Eu lembro de chorar convulsivamente entre o prazer e a gratidão, porque eu estava ali e era tudo o que eu sempre quis. Eu senti a devoção e o temporal abatendo-se sobre o meu corpo e senti que poderia morrer. E eu não me importava. Eu sentia o sensualismo e meu corpo pulsava, doentio. Eu sentia minha pele quente e ela pedia pra que tudo aquilo nunca terminasse.

Ao ficar consiente do meu corpo, senti que a mão dele me tocava durante o sono. Senti seu hálito rápido entrecortado no meu pescoço e a sua mão macia no meu seio.
Abri os olhos pro mundo real, e como se fosse uma criança, afastei-o delicadamente de mim, tirei sua mão do meu seio, e me aconcheguei nos seus braços enquanto ele ainda me procurava, cego. Afaguei-o até que ele adormecesse completamente enquanto contemplava o ar frio do quarto.

Do alto do guarda-roupa meus bichos de pelucia me olhavam indiferentes; Baixinho eu me amaldiçoava por ter apenas sonhado.

14/01/2010

Minha Loucura anda estranhamente silenciosa.
Eu a adotei há um tempo atrás, ela andava a me pedir isso há muito tempo, puxando convulsivamente meu vestido. Deixei ela adentrar minha casa, porque afinal eu também me sentia muito sozinha e ter compania não poderia ser assim tão pior.
Nesses últimos dias ela se senta aos meus pés enquanto eu desenho e escrevo dia e noite. Ela também não está a falar muito ultimamente e brinca sozinha com seus bonecos de madeira. Ouço-a cantarolar baixinho para eles se prestar bastante atenção.

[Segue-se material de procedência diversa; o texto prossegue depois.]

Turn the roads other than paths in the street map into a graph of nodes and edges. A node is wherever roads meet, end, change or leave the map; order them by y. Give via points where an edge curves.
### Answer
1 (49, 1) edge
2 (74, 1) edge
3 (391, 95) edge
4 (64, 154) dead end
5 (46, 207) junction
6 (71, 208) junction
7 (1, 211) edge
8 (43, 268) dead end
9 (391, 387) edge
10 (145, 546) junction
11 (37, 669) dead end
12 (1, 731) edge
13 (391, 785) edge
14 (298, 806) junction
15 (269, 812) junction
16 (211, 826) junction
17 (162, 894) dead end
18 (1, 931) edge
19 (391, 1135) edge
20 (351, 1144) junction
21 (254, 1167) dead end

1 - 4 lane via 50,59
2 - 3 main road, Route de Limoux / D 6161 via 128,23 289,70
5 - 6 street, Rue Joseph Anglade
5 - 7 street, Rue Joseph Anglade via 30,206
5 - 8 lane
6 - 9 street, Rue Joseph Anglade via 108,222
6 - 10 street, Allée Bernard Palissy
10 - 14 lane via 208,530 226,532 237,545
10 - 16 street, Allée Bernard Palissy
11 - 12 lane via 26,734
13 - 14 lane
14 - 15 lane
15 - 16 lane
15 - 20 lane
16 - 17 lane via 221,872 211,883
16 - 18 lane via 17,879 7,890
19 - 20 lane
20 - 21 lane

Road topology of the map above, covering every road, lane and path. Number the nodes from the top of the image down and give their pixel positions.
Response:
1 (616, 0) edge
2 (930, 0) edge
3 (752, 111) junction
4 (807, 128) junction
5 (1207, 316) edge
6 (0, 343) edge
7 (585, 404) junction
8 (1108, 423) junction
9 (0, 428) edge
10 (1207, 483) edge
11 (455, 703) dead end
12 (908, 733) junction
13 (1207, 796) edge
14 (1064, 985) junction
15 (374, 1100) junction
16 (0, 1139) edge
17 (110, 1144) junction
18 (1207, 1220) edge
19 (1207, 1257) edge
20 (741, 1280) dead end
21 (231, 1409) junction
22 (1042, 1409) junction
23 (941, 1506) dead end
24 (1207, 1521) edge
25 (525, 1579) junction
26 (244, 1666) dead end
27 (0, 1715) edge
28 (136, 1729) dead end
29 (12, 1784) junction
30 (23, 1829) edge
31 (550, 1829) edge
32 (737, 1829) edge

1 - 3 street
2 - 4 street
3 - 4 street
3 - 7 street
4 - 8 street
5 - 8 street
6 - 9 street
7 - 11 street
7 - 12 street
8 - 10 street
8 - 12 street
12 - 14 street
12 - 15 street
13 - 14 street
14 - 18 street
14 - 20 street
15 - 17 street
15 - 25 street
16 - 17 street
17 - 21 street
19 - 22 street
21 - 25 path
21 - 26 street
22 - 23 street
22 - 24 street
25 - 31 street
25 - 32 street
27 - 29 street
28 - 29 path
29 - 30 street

Ando preocupada, uma Loucura quieta é pior do que uma loucura barulhenta.


13/01/2010

De uns pedaços espalhados por aí

[...]

Entretanto nunca me senti tão viva, nunca me senti tão próxima do chão;
É tudo isso que me conecta ao mais forte de mim, de mais belo. A única parte que é minha e que não diminui. Que é de quem eu escolho ser, que é densa e profunda, que é única e cresce infinita. Sou dele e sou dela, de partes tão diferentes, de mundos tão distantes, que sinto o ar frio do espaço entre eles enquanto meu coração se estica, no céu que pinto de vermelho.

Amo de corpo inteiro, sempre, até que eu esqueça de respirar.
Dói, e a dor também é minha, e é bela.




"Não gostaria de insistir, mas a beleza dos jovens que se amam é melancólica. Eles não sabem ainda que o desejo de morte é o mais perverso, que só uma coisa os tornaria puros: roubar o fogo e incendiar a cidade." (Eugenio de Andrade)


Let's burn the city, lennavan!

04/01/2010

Dos lugares que eu vou e vejo

Então, desci os degraus gastos meio incerta. Ao chegar na porta toda a luz do dia me ofuscou assustadoramente. Eu senti que ela transpassava minhas pálpebras e enchia minha cabeça de branco. Por uns 10 segudos eu não vi nada, detrás da minha careta.
Ao me acotumar com a luz que eu vi. Mais do que ver, eu senti.
Num patio de pedra enegrecida que se estendia à minha frente, algumas dezenas de pessoas passavam apressadas. No final dessa extensão, em um inicio de manhã eu me senti pequena diante de tal monumento.
Nunca imaginei que seria possivel mãos humanas fazer... aquilo. Em poucos segundos eu fui tomada dos mais diversos pensamentos simultâneos. Tomei conhecimento do ar limpo e fresco, tomei conhecimento da extensão do céu que me cobria e de como eu poderia ser esmagada contra o chão de repente, com medo. Eu tive plena consciencia do meu corpo e de como eu era pequena e tremi. Eu tive noção de toda a minha falta de humildade, de como eu gostaria de ter ido ali antes e de como eu não gostaria de sair.
Ao avançar para tocar na pedra bruta da catedral, eu fui tomada de uma comoção absurda, de anos de desejos, de milhões de pedidos sussurados naquelas paredes. Eu desejei também, então. Muitas coisas, eu pedi pra quem quisesse ouvir os meus pensamentos, e fui tomada de um sentimento puro de graça e gratidão;
E eu tive nojo. Tive nojo do orgulho humano e tive nojo de mim mesma, admirando um trabalho tão minimamente calculado. Eu vi beleza nos bancos de madeira escura e polida, vi beleza nos centenas de pilares que se estendiam, vi beleza refletida nos rostos das pessoas lá dentro. Eu, que nunca vi beleza em coisas perfeitas demais.

Mas então eu me dobrei na frente do altar ricamente ornamentado e chorei de tristeza, porque ninguém jamais poderia ver o que eu vi.

Die Grenzen meiner sprache, bedeuten die Grenzen meiner welt.